Below are some records. How many of their lines contain the string "halo"? Give the number only.

*** Opening EXTRACTED INFORMATION ***

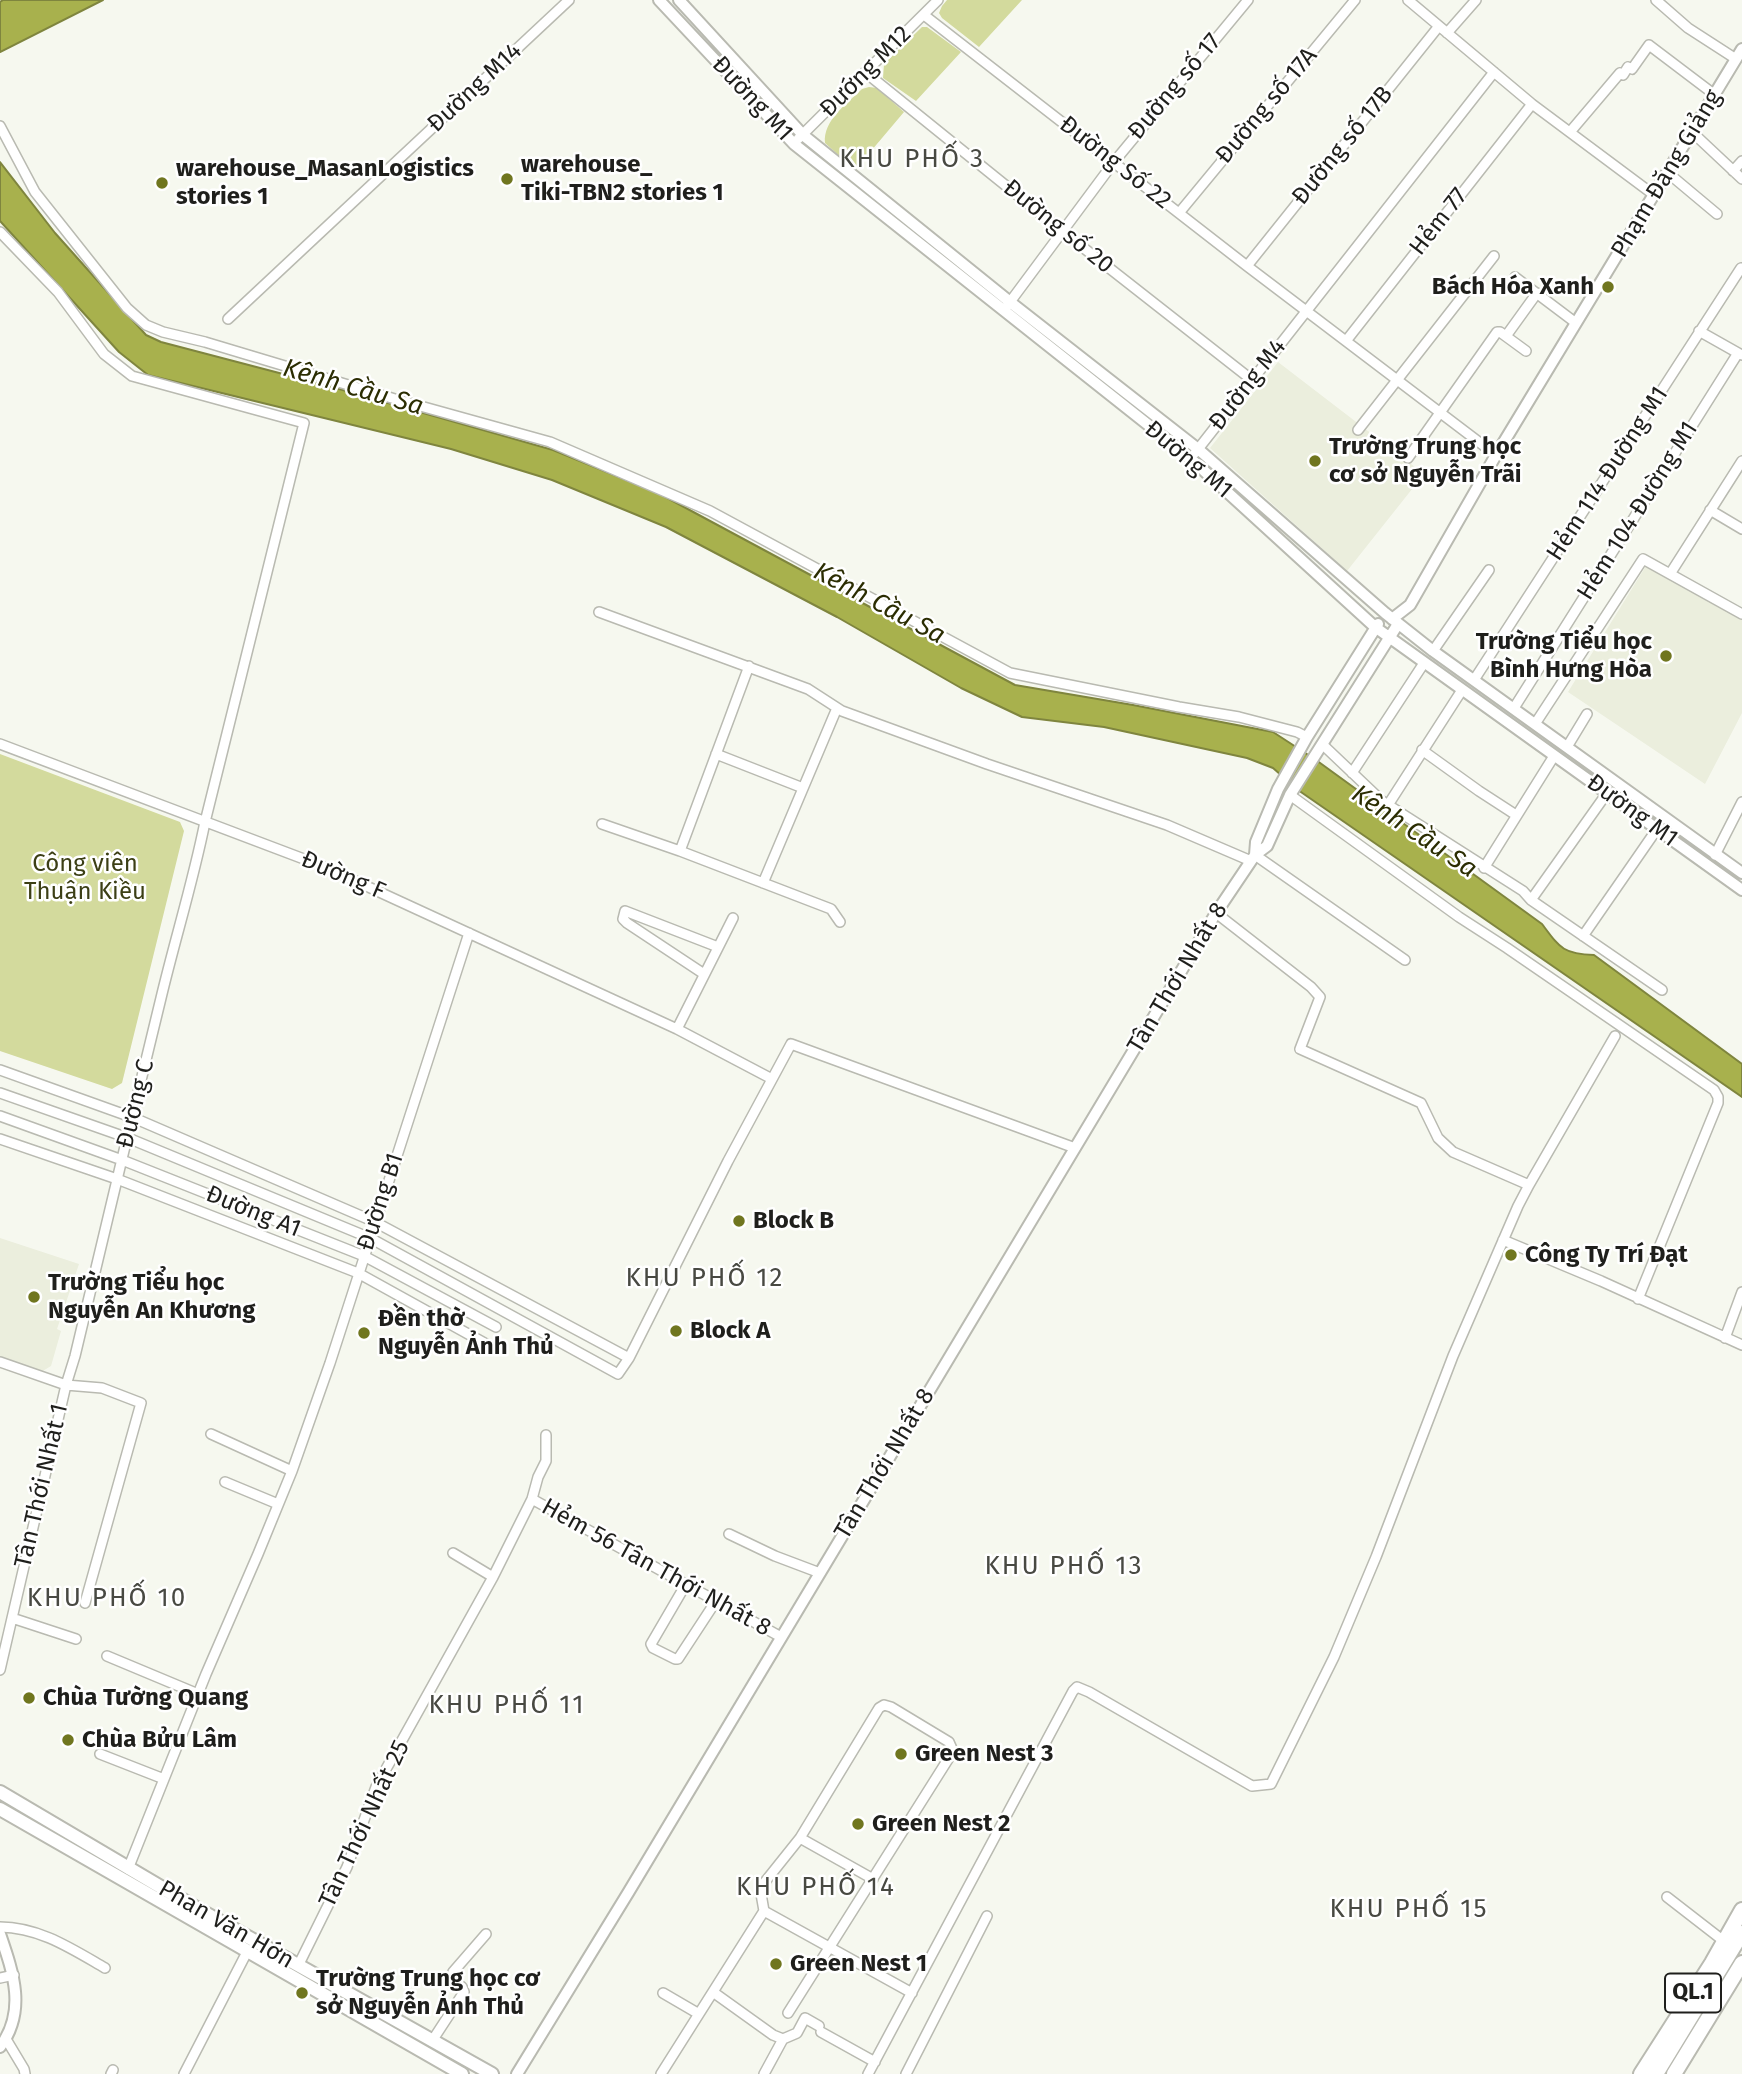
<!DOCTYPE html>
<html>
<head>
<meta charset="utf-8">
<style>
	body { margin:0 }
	canvas { display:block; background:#f6f8ef }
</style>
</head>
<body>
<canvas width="1742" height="2074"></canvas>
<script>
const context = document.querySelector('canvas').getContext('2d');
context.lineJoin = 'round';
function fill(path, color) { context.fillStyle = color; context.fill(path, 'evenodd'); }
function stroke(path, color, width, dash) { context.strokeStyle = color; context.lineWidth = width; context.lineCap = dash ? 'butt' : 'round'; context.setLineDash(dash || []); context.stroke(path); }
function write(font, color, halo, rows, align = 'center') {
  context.font = font + ' "Fira Sans",sans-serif'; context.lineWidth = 5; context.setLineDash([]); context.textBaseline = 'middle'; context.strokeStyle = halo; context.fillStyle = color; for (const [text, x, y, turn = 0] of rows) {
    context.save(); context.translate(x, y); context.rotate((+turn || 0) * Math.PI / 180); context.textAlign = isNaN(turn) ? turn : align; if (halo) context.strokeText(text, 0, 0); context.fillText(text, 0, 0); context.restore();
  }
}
const built = new Path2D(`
	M 1278,362 L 1424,474 L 1347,571 L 1210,448 Z
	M 1646,566 L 1742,620 L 1742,713 L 1705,784 L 1568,692 Z
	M 0,1238 L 79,1264 L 57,1329 L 61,1331 L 51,1366 L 41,1372 L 0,1358 Z`);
const green = new Path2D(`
	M 947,0 L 1022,0 L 979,47 L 942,18 L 939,13 L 942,6 Z
	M 922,27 L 927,27 L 961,52 L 916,101 L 883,78 L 884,64 Z
	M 869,87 L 877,88 L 904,112 L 855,170 L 825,143 C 823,120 847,104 862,89 Z
	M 0,754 L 180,822 L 184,831 L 122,1083 L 112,1089 L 0,1051 Z`);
const water = new Path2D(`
	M 3,0 L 103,0 L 0,52 L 0,2 Z
	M 0,162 L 55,233 L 146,335 L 161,342 L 325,385 L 553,450 L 658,493 L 1015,685 L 1133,705 L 1273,732 L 1316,760 L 1542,924 C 1560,948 1563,954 1594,955 L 1742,1064 L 1742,1097 L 1298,790 L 1273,768 L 1247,758 L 1104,727 L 1022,717 L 961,688 L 837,617 L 666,527 L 552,480 L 451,449 L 148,375 L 119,352 L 0,221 Z`);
const minor = new Path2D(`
	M 1408,0 L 1532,104 L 1654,195
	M 1656,0 L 1688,28 L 1736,59
	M 924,15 L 1247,266 L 1496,455
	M 1447,33 L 1476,0
	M 865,72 L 1062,231 L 1252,380
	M 0,126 L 35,192 L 127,308 L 146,325 L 163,332 L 205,342 L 395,399 L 550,442 L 710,511 L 1010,673 L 1179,707 L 1239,717 L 1297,732 L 1307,737
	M 1570,132 L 1620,73 L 1623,75 L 1628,67 L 1632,69 L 1649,45 L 1715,95
	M 1692,132 L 1742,179
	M 798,139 L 938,0
	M 1733,171 L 1742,161
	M 1668,173 L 1717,214
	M 1179,213 L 1355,0
	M 0,232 L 58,292 L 104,354 L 132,376 L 304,423 L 205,822 C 193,882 175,939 161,998 C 132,1117 103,1237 75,1356 L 66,1385 L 0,1670
	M 1247,266 L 1439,26
	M 1515,277 L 1576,323
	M 1007,306 L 1114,162 L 1248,0
	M 228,319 L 569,0
	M 1699,331 L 1738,353
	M 1506,336 L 1537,293
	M 1346,341 L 1532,104
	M 1358,430 L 1494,256
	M 1195,453 L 1494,72
	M 1408,458 L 1497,332 L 1500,332 L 1526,351
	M 1710,510 L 1742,529
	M 1670,574 L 1742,461
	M 599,612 L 808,689 L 842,711 L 987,764 L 1167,825 L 1251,861
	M 1433,651 L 1489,570
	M 1474,680 L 1741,268
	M 1514,708 L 1738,353 L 1742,355
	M 1535,724 L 1643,559 L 1742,614
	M 0,744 L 325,867 L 677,1029 L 772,1079
	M 1322,744 L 1382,801 L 1523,891 L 1531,900 L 1662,990
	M 1567,747 L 1587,714
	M 1422,750 L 1479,791 L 1516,815
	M 716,754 L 803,788
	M 1352,773 L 1424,663
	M 1290,795 L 1459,917 L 1507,948 L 1714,1090 L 1718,1097 L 1718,1103 L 1638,1299
	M 1388,805 L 1462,690
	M 602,824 L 680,851 L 831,909 L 840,922
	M 680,851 L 749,666
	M 1255,855 L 1405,960
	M 1715,855 L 1742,802
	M 1484,868 L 1554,756
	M 763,883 L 837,708
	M 1531,900 L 1607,793
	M 1216,913 L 1311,987 L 1320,997 L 1300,1049 L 1421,1103 L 1438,1138 L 1453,1152 L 1529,1185
	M 1583,936 L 1657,829
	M 704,974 L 627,923 L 623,919 L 625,911 L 718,947
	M 677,1029 L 733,918
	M 0,1070 L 134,1118 L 375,1222 L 629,1358
	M 0,1093 L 128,1138 L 370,1238 L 618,1374 L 629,1358 L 728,1161 L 791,1044 L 1075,1148
	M 0,1116 L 122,1160 L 364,1256 L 496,1327
	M 0,1139 L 117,1179 L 358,1273 L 488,1345
	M 1503,1240 L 1601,1281 L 1742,1345
	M 1725,1338 L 1742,1292
	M 0,1362 L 66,1385 L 102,1388 L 141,1403 L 85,1603
	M 211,1434 L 292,1471
	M 225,1482 L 278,1504
	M 532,1499 L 781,1637
	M 729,1534 L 775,1556 L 820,1573
	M 453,1553 L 493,1577
	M 686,1584 L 651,1644 L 653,1648 L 675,1659 L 678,1659 L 716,1601
	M 12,1618 L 76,1639
	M 107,1656 L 198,1694
	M 100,1754 L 164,1779
	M 800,1838 L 873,1879
	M 128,1869 L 206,1674 L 258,1554 L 292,1471 L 330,1363 L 469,933
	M 1667,1897 L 1725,1942
	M 0,1927 C 39,1927 72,1949 105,1968
	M 298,1966 L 347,1867 L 376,1787 L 493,1577 L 532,1499 L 538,1477 L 546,1461 L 546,1435
	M 0,1978 L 14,1975
	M 713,1992 L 773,2035 L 783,2039 L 797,2033 L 805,2018 L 819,2026
	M 663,1993 L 699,2014
	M 788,2013 L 952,1753 L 953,1751 L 949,1742 L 891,1707 L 884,1705 L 879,1708 L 800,1838 L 760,1888 L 764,1911 L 912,1993
	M 821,2032 L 875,2062
	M 6,2039 L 24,2069 L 25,2074
	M 432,2041 L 464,1992 L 462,1987 L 453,1980 L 453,1972 L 486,1934
	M 111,2074 L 113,2070
	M 184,2074 L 247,1952
	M 661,2074 L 764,1911
	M 764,2074 L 783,2039
	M 868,2074 L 1073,1691 L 1077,1687 L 1089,1692 L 1252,1786 L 1271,1784 L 1334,1657 L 1376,1557 L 1453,1356 L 1518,1206 L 1529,1185 L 1615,1036
	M 906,2074 L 987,1916`);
const tertiary = new Path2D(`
	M 659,0 L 794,144 L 1190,458 L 1375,627 L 1742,890
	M 679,0 L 803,135 L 1010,302 L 1198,449 L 1385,613 L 1433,651 L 1742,873
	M 1392,619 L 1410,605 L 1496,455 L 1742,49
	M 1255,855 L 1256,842 L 1278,789 L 1307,737 L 1378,624
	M 0,1934 C 13,1972 27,2011 0,2047
	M 517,2074 L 628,1893 L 1216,913 L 1255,855 L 1267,846 L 1290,795 L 1398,624`);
const secondary = new Path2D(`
	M 0,1792 L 198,1909 L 492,2074
	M 0,1809 L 462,2074`);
const trunk = new Path2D(`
	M 1641,2074 L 1712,1963 L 1742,1910
	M 1656,2074 L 1742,1933
	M 1674,2074 L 1742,1963`);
const markers = [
	[507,179,7,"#70761f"],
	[162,183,7,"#70761f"],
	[1608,287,7,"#70761f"],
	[1315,461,7,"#70761f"],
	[1666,656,7,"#70761f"],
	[739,1221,7,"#70761f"],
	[1511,1255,7,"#70761f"],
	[34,1297,7,"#70761f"],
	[676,1331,7,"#70761f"],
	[364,1333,7,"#70761f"],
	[29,1698,7,"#70761f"],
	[68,1740,7,"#70761f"],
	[901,1754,7,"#70761f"],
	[858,1824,7,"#70761f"],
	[776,1964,7,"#70761f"],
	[302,1993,7,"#70761f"]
];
const shields = [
	[1693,1993,56]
];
const shieldNames = [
	["QL.1",1693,1993]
];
const streetNames = [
	["Đướng M12",866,72,-45],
	["Đường số 17",1175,87,-50],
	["Đường M14",475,88,-43],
	["Đường M1",752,99,47],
	["Đường số 17A",1267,106,-50],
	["Đường số 17B",1343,146,-51],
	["Đường Số 22",1115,163,38],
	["Phạm Đăng Giảng",1667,174,-59],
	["Hẻm 77",1439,222,-52],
	["Đường số 20",1058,227,39],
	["Đường M4",1248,385,-52],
	["Đường M1",1188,460,40],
	["Hẻm 114 Đường M1",1608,474,-57],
	["Hẻm 104 Đường M1",1638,511,-58],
	["Đường M1",1632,811,36],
	["Đường F",343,876,23],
	["Tân Thới Nhất 8",1178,978,-59],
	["Đường C",136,1104,-76],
	["Đường B1",381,1202,-72],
	["Đường A1",253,1212,22],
	["Tân Thới Nhất 8",885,1464,-59],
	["Tân Thới Nhất 1",42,1486,-77],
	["Hẻm 56 Tân Thới Nhất 8",656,1568,29],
	["Tân Thới Nhất 25",365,1824,-65],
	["Phan Văn Hớn",226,1925,30]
];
const poiNames = [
	["warehouse_",521,165],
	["Tiki-TBN2 stories 1",521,193],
	["warehouse_MasanLogistics",176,169],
	["stories 1",176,197],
	["Bách Hóa Xanh",1594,287,"right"],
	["Trường Trung học",1329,447],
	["cơ sở Nguyễn Trãi",1329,475],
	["Trường Tiểu học",1652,642,"right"],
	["Bình Hưng Hòa",1652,670,"right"],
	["Block B",753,1221],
	["Công Ty Trí Đạt",1525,1255],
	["Trường Tiểu học",48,1283],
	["Nguyễn An Khương",48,1311],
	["Đền thờ",378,1319],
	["Nguyễn Ảnh Thủ",378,1347],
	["Block A",690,1331],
	["Chùa Tường Quang",43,1698],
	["Chùa Bửu Lâm",82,1740],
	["Green Nest 3",915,1754],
	["Green Nest 2",872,1824],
	["Green Nest 1",790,1964],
	["Trường Trung học cơ",316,1979],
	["sở Nguyễn Ảnh Thủ",316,2007]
];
const parkNames = [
	["Công viên",85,864],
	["Thuận Kiều",85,892]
];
const neighbourhoodNames = [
	["KHU PHỐ 3",912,160],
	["KHU PHỐ 12",705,1279],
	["KHU PHỐ 13",1064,1567],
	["KHU PHỐ 10",107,1599],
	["KHU PHỐ 11",507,1706],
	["KHU PHỐ 14",816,1888],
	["KHU PHỐ 15",1409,1910]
];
const waterNames = [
	["Kênh Cầu Sa",353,388,16],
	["Kênh Cầu Sa",879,604,28],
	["Kênh Cầu Sa",1414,832,34]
];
fill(built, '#ebeedd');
fill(green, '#d3da9d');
fill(water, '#a8b14d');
stroke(water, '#7f853e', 2);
stroke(minor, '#b9bab1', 12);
stroke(tertiary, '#b9bab1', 14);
stroke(secondary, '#b9bab1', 16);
stroke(trunk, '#b9bab1', 18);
stroke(minor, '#fff', 9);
stroke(tertiary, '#fff', 10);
stroke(secondary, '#fff', 12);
stroke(trunk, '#fff', 14);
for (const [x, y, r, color] of markers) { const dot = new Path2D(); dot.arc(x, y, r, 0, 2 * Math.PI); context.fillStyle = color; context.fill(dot); stroke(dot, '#fff', 2.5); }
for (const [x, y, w] of shields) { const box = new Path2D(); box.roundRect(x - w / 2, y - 19.5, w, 39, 5); context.fillStyle = '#fff'; context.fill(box); stroke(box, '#1f1f1c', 2); }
write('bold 23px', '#1f1f1c', null, shieldNames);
write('24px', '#1f1f1c', '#fff', streetNames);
write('bold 24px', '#1f1f1c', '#fff', poiNames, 'left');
write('24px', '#3c3f15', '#fff', parkNames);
context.letterSpacing = '2px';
write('26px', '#484942', '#fff', neighbourhoodNames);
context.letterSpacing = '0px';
write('italic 26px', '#2b2d02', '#fff', waterNames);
</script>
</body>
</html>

*** Closing EXTRACTED INFORMATION ***

EXERCISE RESPONSE =>
3